Sunday, November 28, 2010

PHILIPPINES - Cover from City of San Fernando - Pampanga, Philippines to Braga, Portugal

Cover with 2010 definitive stamp of 1p, 5p and 7p posted on September, 14 2010.
(Special thanks to friend Walter Peter)

7p - Lionfish - Singles (11,333,300)
100p - Bottlenose Dolphin - Singles (203,300)

7p The red lionfish (Pterois volitans)
Is a venomous coral reef fish in the family Scorpaenidae. It inhabits the Indian and western Pacific Oceans. Adults can grow as large as 17 inches (43 cm) in length while juveniles may be shorter than 1 inch (2.5 cm). It has fleshy tentacles which protrude from both above the eyes and below the mouth. The pectoral fin is present in a distinctive fan-l
ike shape, and dorsal spines are long and separated. Every spine of the lionfish is venomous, and while no fatalities due to lionfish stings have been reported, their venom extremely painful. The Red Lionfish eat live prey and do not eat fish flakes and other processed food.

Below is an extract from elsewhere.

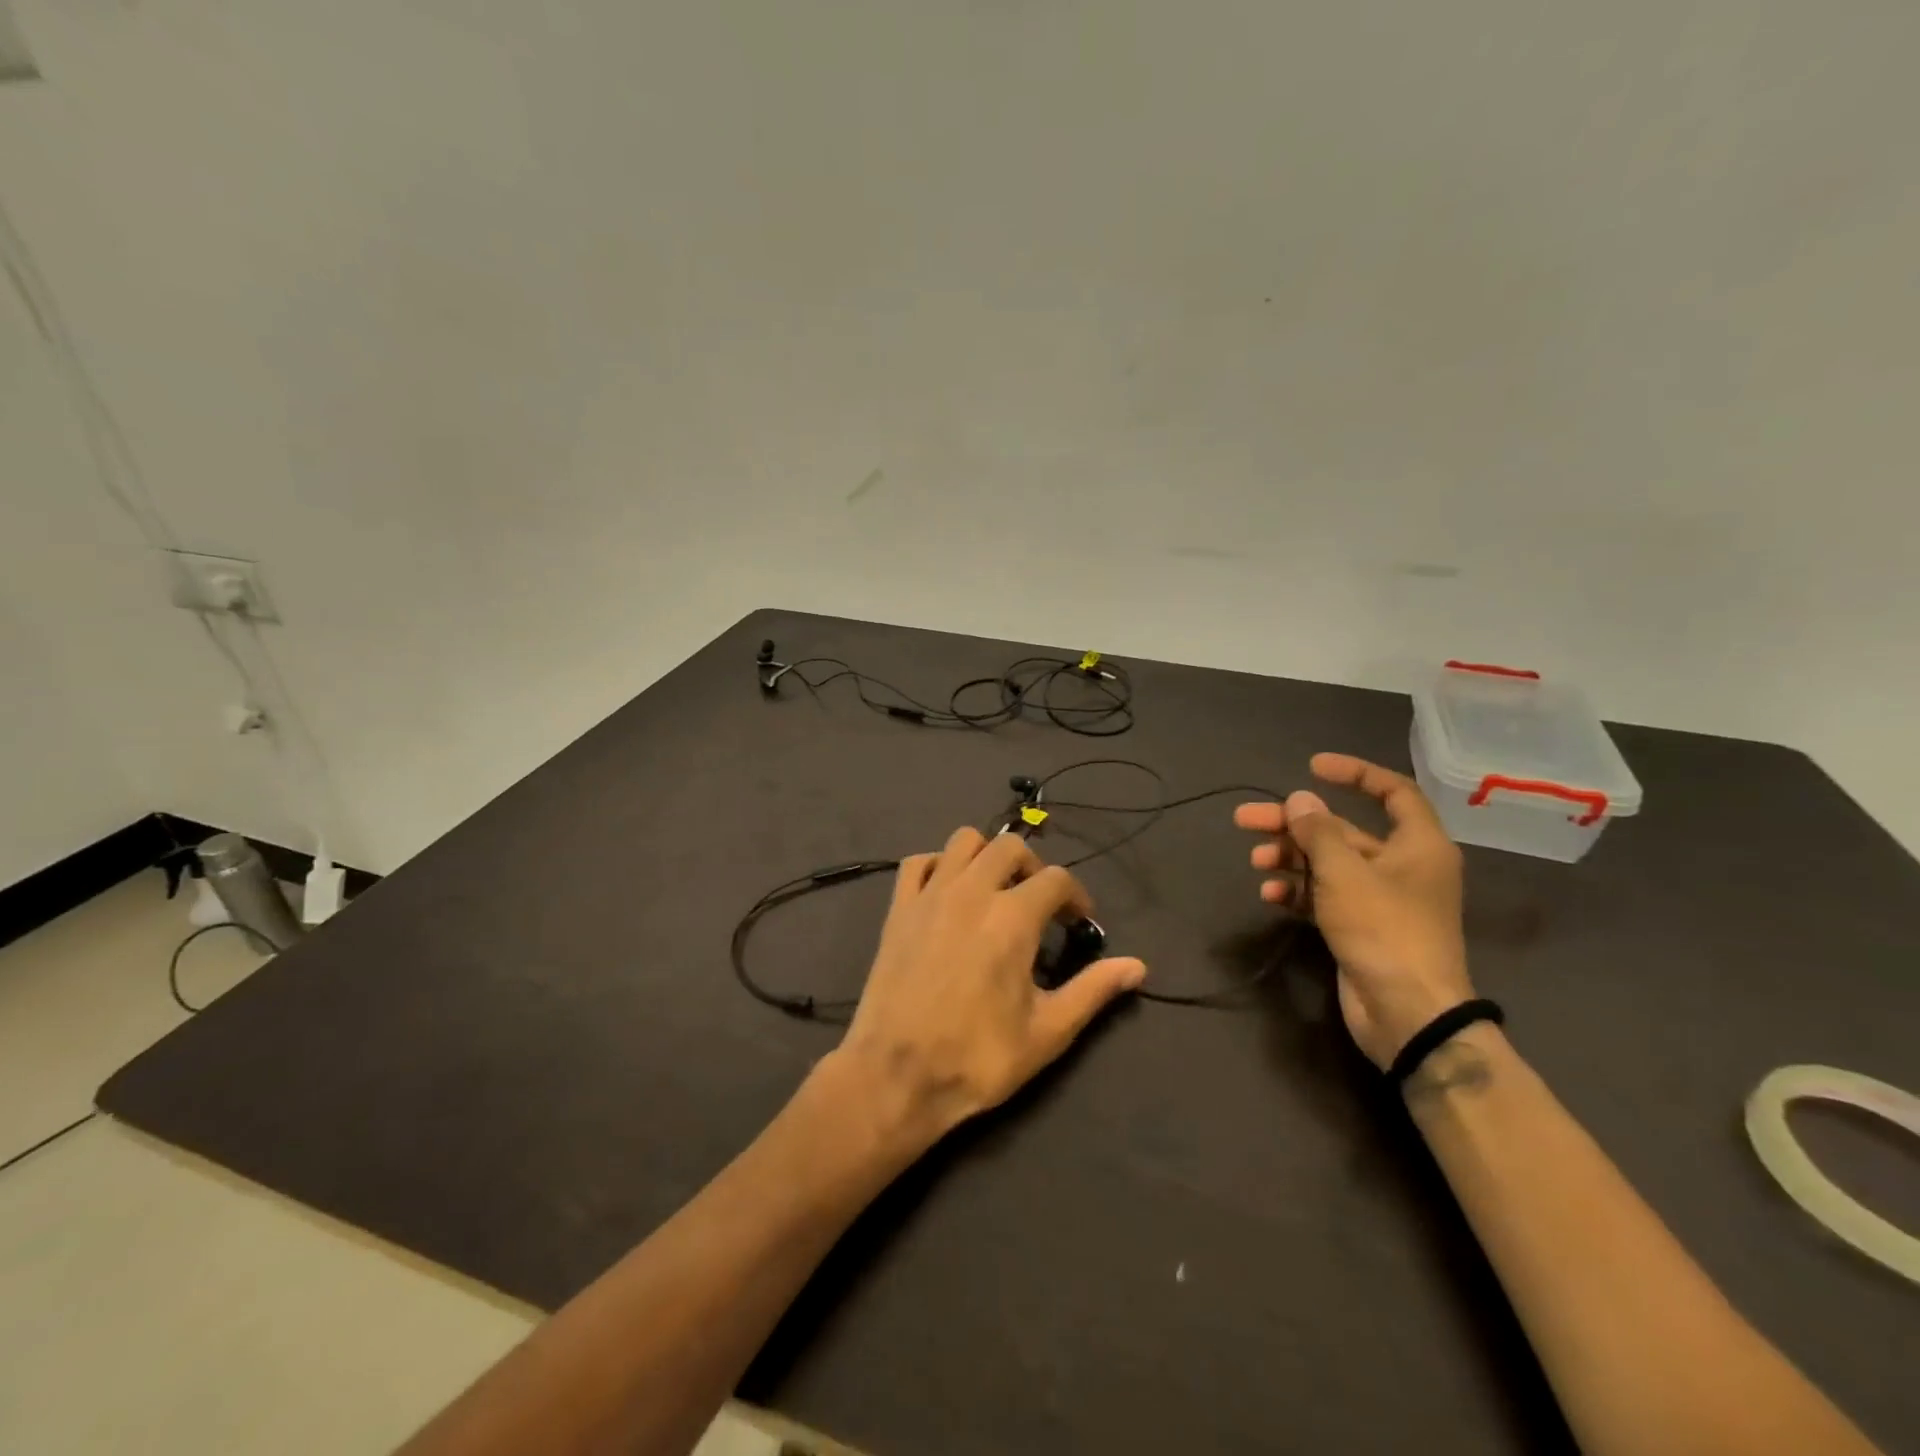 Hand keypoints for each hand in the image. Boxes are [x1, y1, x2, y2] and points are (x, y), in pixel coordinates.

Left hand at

100p Bottlenose dolphins (Tursiops aduncus)
Are the most common and well-known members of the family Delphinidae, the family of oceanic dolphins. Bottlenose dolphins live in groups typically of 10-30 members, called pods, but group size varies from single individuals up to more than 1,000. Their diet consists mainly of forage fish. Dolphins often work as a team to harvest fish schools, but they also hunt individually. Dolphins search for prey primarily using echolocation, which is similar to sonar. They emit clicking sounds and listen for the return echo to
determine the location and shape of nearby items, including potential prey. Bottlenose dolphins also use sound for communication, including squeaks and whistles emitted from the blowhole and sounds emitted through body language, such as leaping from the water and slapping their tails on the water surface.

Date of Issue: 13-05-2010
Type: Definitive stamps
Denomination: 7p and 100p
No. of Stamp in Set: 100 (7p) and 50 (100p)
Size: Perforation: 13.5
Color: Multicolor
Process of Printing: Lithography Offset
Printer: Amstar Company, Inc.
Graphic Artist: Jiomer E. Dacaymat
Source: Coral Reef Animals of the Indo-Pacific by Dr. Terence Gosliner
Designer: Darwin A. Marfil (7p)
Design Coordinators: Victorino Z. Serevo; Elenita D.L. San Diego

1p - Yellow Seahorse - Singles (2,800,000)
5p - Giant Clam - Singles (2,500,000)
20p - Scarlet-Fringed Flatworm - Singles (900,000)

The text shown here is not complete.